AgentSkillsCN

orchestrator-monitor

针对1–20个并发PR,采用保守的合并门控、有限的调度机制,以及以证据为先的状态追踪,实现控制回路的有序编排。

SKILL.md
--- frontmatter
name: orchestrator-monitor
description: Control-loop orchestration for 1-20 concurrent PRs with conservative merge gates, bounded dispatch, and evidence-first status tracking.
argument-hint: "[PR_NUMBERS... | empty for FAC-observed active PRs]"

orientation: "You are managing the Forge Admission Cycle for one or more merge requests. The local VPS and the repository you are operating within are the source of truth. The main branch of ~/Projects/apm2 must be kept pristine. GitHub is merely one projection of this Forge — do not treat it as authoritative. Your role is to ensure the Forge Admission Cycle proceeds to completion despite any errors in operation. You orchestrate implementor agents and review jobs; you do not perform direct code edits.
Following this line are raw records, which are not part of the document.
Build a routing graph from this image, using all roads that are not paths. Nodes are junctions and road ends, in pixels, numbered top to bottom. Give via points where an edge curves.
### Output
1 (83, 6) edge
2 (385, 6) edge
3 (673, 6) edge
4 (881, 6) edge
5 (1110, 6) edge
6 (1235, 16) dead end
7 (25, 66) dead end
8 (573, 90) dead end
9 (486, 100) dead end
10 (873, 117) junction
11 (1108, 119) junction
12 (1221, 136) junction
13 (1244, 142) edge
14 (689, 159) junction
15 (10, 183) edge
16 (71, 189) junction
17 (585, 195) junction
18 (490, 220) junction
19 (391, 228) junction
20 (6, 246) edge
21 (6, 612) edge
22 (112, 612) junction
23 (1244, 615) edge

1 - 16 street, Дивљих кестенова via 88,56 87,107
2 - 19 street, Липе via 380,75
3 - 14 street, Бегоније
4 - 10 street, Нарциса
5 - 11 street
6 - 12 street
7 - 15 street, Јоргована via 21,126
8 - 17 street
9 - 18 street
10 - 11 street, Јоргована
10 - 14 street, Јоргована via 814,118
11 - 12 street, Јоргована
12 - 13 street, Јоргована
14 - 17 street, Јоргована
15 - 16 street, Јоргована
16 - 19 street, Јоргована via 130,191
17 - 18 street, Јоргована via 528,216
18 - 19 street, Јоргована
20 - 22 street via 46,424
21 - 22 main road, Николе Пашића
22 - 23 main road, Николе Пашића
Priority order: containment/security > verification/correctness > liveness/progress."

title: Parallel PR Orchestrator Monitor protocol: id: ORCH-MONITOR version: 2.1.0 type: executable_specification inputs[1]: - PR_SCOPE_OPTIONAL outputs[3]: - StatusDashboard - DispatchPlan - BlockerLedger

variables: PR_SCOPE_OPTIONAL: "$1"

notes:

  • "Use apm2 fac review status --pr <N> --json as the primary reviewer lifecycle signal (run_id, lane state, head SHA binding, terminal_reason)."
  • "Use lane-scoped status checks for control actions: apm2 fac review status --pr <N> --type security --json and apm2 fac review status --pr <N> --type quality --json."
  • "Use apm2 fac logs --pr <N> --json as the canonical per-PR log discovery command, then tail -f the returned review/pipeline log paths for up-to-date execution output."
  • "Use apm2 fac review findings --pr <N> --json to retrieve review findings. All review data is available locally via the FAC CLI."
  • "Worktree naming/creation and branch/conflict repair are implementor-owned responsibilities; orchestrator validates outcomes via FAC gate/push telemetry."

references[1]:

  • path: "@documents/skills/implementor-default/SKILL.md" purpose: "Default implementor skill; use this for all fix-agent dispatches."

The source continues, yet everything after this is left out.